=== Begin Enclosure ===

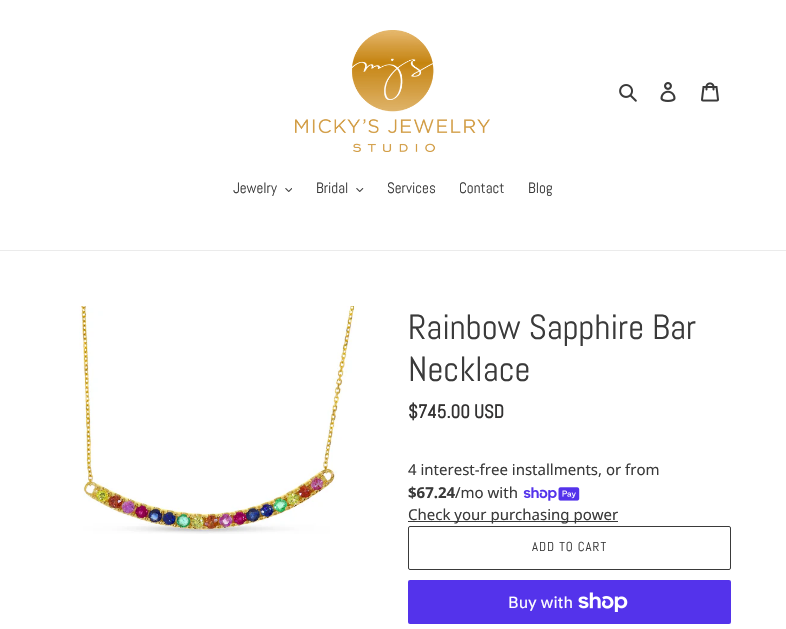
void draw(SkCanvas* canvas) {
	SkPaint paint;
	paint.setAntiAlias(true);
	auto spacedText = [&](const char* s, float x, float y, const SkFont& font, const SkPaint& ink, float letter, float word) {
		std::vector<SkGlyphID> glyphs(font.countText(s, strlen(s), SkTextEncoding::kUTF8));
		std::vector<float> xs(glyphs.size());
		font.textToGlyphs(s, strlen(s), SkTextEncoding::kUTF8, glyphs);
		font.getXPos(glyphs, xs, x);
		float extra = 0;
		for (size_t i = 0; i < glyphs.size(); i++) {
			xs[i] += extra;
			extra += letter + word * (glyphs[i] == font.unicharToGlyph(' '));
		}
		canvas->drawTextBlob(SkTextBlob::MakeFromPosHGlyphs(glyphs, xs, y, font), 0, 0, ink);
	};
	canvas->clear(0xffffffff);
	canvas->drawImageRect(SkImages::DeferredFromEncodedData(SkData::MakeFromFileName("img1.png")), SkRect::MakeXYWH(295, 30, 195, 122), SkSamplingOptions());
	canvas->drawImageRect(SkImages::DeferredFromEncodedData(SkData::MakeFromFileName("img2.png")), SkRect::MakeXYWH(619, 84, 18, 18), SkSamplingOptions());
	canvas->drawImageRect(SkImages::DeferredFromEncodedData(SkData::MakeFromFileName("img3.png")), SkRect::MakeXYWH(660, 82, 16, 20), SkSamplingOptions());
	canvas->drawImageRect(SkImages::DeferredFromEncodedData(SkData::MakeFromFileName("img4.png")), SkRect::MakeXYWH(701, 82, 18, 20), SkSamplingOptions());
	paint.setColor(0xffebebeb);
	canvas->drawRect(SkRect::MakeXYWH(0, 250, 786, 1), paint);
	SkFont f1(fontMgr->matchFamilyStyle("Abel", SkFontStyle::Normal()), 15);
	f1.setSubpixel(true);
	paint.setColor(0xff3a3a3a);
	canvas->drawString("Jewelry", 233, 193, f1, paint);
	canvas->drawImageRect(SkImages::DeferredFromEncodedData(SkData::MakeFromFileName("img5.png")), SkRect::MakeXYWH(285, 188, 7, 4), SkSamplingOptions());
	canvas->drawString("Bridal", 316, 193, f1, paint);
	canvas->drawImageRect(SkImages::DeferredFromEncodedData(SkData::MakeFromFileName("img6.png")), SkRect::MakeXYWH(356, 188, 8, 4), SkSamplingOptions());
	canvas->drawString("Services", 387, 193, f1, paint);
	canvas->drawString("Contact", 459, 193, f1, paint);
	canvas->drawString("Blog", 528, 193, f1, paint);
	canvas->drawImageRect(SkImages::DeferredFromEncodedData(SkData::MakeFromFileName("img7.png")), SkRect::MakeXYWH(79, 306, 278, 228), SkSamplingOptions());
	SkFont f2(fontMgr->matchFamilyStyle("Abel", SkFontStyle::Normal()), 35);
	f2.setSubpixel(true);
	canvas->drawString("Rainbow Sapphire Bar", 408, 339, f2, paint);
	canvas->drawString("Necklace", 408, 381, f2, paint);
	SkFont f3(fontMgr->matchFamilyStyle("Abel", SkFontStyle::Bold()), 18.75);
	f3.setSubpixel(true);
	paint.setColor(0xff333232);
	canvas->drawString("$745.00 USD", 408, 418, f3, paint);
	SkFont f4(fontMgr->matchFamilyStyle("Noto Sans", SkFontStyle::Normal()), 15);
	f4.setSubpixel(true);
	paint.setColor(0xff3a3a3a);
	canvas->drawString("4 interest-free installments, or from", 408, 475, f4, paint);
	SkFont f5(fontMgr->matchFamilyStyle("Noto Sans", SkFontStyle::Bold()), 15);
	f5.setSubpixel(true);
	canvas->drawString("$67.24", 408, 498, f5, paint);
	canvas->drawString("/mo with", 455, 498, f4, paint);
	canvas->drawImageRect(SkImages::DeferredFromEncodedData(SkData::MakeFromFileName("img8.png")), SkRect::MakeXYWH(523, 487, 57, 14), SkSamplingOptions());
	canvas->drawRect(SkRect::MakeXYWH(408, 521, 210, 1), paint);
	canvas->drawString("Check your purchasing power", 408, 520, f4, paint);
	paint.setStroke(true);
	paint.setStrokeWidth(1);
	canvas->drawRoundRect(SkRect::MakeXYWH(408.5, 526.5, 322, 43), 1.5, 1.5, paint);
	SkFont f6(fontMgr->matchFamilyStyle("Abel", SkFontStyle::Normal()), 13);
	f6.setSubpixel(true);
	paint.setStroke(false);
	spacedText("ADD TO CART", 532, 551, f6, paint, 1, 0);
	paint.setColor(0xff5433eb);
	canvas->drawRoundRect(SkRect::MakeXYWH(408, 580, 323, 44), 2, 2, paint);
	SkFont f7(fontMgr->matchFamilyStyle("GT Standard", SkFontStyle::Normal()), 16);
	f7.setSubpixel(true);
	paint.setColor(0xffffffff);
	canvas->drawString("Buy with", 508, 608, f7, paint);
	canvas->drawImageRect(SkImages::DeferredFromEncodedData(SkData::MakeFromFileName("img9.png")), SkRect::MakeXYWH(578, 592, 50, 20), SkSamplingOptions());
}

=== End Enclosure ===

◆ **Try it**: Show all lines of the material in which the word "extra" can be found.

◆ **Exercise answer**:
		float extra = 0;
			xs[i] += extra;
			extra += letter + word * (glyphs[i] == font.unicharToGlyph(' '));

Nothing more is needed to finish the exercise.